Il n'est pas de témoin de la vie des hommes plus suggestif que la monnaie. C'est le sentiment de chacun lorsqu'il lui tombe entre les mains une pièce d'un pays étranger ou d'une époque révolue. On s'explique mal alors que la numismatique soit délaissée de nos jours ; est-ce son nom savant qui fait croire qu'il s'agit uniquement d'une science abstruse ? N'est-ce pas plutôt que la philatélie, par mode passagère, l'a détrônée ? Pourtant la collection de monnaies ou de médailles est celle qui peut le mieux satisfaire le goût de la recherche, et qui offre le plus de possibilités.

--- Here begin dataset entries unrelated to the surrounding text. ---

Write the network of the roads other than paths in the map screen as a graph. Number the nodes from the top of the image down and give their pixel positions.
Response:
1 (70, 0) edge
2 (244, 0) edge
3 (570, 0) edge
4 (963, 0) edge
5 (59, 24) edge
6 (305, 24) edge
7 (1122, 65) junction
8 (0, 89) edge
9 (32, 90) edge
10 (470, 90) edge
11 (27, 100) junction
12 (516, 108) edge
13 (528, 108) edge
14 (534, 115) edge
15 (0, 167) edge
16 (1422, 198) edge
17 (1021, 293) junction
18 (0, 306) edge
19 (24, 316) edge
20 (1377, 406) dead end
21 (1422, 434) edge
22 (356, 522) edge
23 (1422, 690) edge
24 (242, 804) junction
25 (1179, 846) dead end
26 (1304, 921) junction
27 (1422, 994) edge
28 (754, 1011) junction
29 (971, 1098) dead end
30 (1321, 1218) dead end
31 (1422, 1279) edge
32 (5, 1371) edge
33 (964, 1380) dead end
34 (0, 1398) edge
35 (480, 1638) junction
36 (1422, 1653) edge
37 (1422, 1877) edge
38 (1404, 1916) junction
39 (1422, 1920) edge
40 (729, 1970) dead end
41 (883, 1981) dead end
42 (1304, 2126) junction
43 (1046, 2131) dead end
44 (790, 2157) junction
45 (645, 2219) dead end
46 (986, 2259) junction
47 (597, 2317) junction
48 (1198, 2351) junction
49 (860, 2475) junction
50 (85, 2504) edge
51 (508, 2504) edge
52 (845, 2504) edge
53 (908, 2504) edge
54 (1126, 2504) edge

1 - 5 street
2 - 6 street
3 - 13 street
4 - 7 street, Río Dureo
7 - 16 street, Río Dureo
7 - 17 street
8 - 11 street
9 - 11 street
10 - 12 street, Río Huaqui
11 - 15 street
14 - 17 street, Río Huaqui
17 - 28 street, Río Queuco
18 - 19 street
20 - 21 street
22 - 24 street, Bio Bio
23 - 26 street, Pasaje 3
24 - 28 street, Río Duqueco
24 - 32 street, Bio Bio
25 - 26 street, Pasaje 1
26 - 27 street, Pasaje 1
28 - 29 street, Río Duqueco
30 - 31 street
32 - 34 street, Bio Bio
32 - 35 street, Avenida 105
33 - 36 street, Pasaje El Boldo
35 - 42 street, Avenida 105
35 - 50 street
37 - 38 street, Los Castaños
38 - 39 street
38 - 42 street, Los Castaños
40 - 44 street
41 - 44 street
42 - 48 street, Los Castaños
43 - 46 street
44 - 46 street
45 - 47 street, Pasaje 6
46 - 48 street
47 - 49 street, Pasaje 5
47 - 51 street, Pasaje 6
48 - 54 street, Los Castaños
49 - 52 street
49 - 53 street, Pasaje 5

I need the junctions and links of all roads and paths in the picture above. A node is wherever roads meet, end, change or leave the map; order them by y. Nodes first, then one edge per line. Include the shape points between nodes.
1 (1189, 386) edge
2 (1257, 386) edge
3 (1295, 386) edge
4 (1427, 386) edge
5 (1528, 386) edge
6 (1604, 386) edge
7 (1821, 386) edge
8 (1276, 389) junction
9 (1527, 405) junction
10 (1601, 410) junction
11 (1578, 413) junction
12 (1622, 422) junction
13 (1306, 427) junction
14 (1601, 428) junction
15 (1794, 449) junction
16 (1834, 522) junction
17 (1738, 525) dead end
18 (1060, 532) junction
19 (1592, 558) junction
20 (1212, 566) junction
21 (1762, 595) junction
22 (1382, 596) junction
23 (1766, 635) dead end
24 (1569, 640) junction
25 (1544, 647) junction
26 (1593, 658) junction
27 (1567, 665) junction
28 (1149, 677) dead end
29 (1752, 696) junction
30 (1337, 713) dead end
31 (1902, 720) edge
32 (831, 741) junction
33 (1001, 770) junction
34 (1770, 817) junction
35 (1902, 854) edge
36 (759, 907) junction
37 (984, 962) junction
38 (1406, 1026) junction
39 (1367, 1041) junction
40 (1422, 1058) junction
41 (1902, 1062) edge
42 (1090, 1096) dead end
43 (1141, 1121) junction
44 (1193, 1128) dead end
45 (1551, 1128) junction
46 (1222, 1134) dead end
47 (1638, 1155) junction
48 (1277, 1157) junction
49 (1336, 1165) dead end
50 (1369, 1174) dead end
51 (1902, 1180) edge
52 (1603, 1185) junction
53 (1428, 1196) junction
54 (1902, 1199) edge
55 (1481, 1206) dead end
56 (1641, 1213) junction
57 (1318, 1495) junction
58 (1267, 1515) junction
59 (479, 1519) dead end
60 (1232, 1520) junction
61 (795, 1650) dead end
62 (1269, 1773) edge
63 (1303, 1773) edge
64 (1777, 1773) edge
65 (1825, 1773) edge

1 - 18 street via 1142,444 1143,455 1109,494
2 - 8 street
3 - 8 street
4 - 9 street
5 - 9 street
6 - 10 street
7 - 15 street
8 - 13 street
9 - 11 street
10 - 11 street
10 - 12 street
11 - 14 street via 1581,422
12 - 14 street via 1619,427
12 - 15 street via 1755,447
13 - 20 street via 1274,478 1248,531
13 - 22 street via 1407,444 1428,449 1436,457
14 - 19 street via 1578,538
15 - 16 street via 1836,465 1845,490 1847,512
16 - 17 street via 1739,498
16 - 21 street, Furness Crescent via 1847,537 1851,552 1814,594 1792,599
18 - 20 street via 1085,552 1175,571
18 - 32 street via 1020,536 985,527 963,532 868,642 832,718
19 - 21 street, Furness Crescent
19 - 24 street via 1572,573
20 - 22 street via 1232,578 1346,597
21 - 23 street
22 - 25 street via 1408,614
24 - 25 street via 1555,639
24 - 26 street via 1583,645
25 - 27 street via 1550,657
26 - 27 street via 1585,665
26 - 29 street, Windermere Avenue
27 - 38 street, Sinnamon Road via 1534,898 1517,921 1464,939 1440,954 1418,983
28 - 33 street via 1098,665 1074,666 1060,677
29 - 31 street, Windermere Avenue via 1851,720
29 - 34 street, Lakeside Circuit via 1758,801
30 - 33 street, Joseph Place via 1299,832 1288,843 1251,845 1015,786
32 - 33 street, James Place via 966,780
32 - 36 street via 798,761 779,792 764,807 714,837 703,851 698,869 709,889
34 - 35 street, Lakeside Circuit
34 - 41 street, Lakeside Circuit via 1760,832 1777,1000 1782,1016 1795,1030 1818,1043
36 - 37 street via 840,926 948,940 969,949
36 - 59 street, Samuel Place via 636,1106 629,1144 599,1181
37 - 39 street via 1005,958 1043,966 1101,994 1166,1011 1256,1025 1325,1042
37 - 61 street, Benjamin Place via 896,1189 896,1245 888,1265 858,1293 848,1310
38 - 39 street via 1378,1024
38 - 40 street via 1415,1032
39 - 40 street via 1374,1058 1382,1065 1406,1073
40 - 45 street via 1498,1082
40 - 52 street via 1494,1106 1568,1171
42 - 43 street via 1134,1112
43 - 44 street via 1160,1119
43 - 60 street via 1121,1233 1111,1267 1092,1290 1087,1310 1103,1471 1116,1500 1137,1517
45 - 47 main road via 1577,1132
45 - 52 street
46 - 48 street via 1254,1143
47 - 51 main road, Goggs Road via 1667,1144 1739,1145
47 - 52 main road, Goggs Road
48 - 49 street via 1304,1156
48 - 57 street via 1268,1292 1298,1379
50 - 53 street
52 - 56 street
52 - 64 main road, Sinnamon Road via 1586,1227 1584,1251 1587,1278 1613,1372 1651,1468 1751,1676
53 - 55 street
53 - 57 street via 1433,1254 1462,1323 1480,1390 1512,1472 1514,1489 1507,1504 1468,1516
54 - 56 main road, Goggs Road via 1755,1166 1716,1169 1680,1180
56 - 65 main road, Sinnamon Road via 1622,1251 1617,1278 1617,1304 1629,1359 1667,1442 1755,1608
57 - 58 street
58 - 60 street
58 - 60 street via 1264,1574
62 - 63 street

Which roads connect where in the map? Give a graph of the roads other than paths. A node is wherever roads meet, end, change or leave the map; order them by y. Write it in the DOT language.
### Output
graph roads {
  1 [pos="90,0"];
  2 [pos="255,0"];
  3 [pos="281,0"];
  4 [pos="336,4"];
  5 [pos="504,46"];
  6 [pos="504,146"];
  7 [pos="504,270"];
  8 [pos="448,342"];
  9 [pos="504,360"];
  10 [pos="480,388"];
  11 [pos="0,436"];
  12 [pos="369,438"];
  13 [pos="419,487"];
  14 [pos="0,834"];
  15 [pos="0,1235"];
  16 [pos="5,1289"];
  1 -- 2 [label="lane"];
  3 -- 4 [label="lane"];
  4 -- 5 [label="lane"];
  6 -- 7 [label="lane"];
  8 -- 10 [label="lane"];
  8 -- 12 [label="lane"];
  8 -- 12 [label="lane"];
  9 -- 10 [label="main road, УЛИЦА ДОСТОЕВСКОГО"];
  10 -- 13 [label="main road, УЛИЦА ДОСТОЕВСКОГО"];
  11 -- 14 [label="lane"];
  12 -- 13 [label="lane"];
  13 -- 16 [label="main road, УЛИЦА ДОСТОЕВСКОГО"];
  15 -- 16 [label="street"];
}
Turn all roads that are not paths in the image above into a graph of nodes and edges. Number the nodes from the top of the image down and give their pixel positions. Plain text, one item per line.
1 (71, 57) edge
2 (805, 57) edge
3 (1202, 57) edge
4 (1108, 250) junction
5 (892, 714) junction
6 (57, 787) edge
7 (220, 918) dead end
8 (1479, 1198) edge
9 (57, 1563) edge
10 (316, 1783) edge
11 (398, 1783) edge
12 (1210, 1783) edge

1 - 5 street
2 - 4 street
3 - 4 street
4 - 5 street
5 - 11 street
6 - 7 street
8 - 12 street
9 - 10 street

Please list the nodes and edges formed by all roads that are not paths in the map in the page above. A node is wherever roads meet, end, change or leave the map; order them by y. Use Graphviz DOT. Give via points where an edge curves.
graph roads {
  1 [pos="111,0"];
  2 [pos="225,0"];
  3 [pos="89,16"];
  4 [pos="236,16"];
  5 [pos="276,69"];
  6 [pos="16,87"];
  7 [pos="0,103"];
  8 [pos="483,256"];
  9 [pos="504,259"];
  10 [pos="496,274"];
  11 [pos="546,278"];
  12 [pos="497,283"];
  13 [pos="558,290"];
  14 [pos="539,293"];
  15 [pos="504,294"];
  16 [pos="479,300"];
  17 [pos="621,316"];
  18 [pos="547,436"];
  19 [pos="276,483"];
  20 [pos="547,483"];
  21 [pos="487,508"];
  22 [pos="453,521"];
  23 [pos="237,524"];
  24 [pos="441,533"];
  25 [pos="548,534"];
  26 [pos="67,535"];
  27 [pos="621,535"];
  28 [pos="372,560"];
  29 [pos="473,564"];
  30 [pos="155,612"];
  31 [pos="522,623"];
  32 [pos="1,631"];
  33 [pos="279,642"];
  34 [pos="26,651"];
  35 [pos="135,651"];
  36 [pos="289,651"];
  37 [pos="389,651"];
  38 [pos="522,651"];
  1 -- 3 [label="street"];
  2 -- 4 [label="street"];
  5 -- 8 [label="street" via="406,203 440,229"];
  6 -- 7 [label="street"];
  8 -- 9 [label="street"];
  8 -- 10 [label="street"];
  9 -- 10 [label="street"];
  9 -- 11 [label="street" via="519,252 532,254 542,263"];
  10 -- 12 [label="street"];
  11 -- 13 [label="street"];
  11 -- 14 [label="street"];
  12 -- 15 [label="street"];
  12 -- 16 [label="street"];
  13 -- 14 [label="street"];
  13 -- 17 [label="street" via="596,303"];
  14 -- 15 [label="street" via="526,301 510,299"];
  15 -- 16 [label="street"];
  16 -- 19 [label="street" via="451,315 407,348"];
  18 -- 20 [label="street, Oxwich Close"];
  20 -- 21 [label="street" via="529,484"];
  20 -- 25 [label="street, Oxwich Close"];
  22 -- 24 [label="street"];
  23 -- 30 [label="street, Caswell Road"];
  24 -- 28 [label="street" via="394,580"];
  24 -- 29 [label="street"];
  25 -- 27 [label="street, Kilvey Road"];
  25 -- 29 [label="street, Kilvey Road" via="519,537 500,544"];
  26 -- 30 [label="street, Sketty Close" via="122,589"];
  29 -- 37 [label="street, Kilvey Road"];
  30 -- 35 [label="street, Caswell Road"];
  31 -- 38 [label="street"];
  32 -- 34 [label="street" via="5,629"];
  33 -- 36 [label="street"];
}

Sait-on par exemple que, dans notre sol, gisent encore des monnaies gauloises d'avant la conquête romaine, des pièces romaines, des barbares, des monnaies enfouies au moment des troubles de la féodalité, de la guerre de Cent Ans, des guerres de religion, des révolutions ? Et à quelles réflexions l'étude d'une trouvaille n'amène-t-elle pas ? C'est ainsi que M. Jean Lafaurie, bibliothécaire au Cabinet des médailles, étudiant un trésor de monnaies découvert près de Limoges, déduit de sa composition qu'il s'agit des économies d'un paysan d'un petit village du XIIIe siècle, représentant la valeur d'une douzaine de brebis ou d'un demi-arpent de terre (catalogue de l'exposition de numismatique à l'Hôtel des Monnaies, mai-juin 1951).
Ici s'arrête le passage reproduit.